Above all Neil was brilliant in the classroom. “Neil was a beloved teacher and mentor to countless students,” Paul Weithman remembers. “He had a wit that was once genial and incisive, and that only he could wield with such affection.” His vision of education was broad, much more than just a commitment to philosophy or even just the humanities. Chris Kolda notes that Neil “earnestly believed that an educated person should know and understand Augustine and Einstein, and that studying one at the exclusion of the other was a recipe for parochialism.” That balance has always been and remains at the very heart of the Glynn community.

Neil’s work in and out of the classroom was recognized by the University time and time again. In 1974 he received the Madden Award for Teaching. In 1983, he received the Emily Schossberger Award and then the President’s Award a year later. He received the Sheedy Award for Excellence in Teaching and Kaneb Teaching Award in 1987 and 2001, respectively. But far more than awards, the success of Neil’s commitment to teaching can be seen in the many alumni whose lives he impacted and who remember him fondly to this day.

Many of those Glynn alumni will remember meeting Neil for the first time at their first year orientation.
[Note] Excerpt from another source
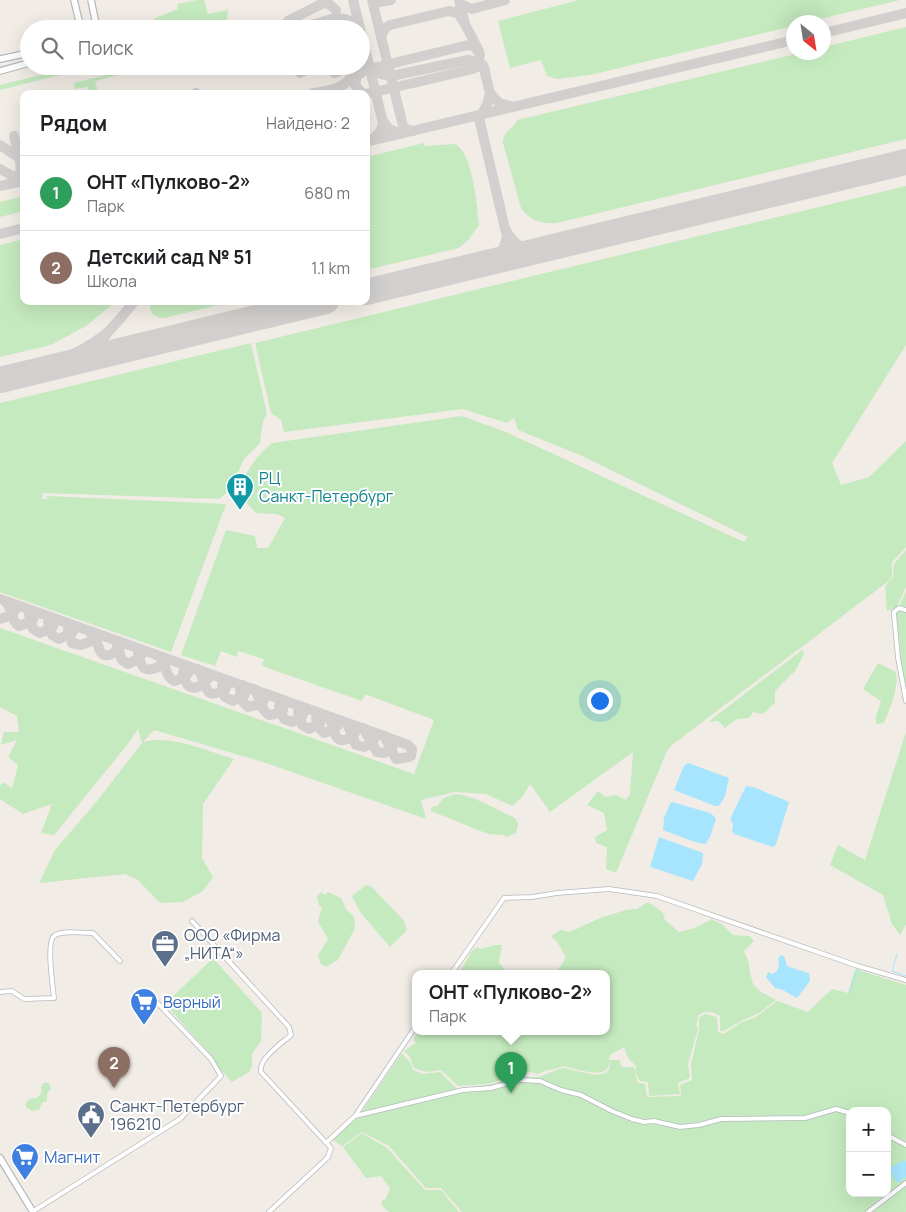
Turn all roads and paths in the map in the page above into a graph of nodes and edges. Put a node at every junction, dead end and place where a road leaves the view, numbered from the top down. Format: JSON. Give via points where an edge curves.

Each year, Neil would address the incoming Glynn students, introducing them to the program in this way:

“When you considered your choice of college or university, you had a basic decision to make. Will I go to a wonderful liberal arts college like Williams, Smith, Amherst, Swarthmore, or Bowdoin, with the small classes it has for its students and the personal attention that it gives them, or a major university with its advanced research centers and its powerful scientific laboratories. Congratulations, you have decided wisely! When you chose the Glynn Family Honors Program, you have chosen the very best of both worlds.”

He had a keen eye for talent, Kolda remembers, both the students and faculty he recruited to join the program. “He sold them all on a vision of Notre Dame as a true nexus of intellectual engagement, a place to discover and inhabit the life of the mind while keeping one foot firmly planted in the world.”

The Glynn Family Honors Program and the entire Notre Dame community mourn the loss of Professor Neil Delaney. He is preceded in death by his wife, Helen, and his son, Neil Jr. He is survived by his grandson, Prescott Spenser Delaney. He will be buried in a private ceremony at Notre Dame’s Cedar Grove Cemetery. A memorial Mass, open to the public, will be held at 3:30p.m. Thursday, the 6th of November at the Basilica of the Sacred Heart.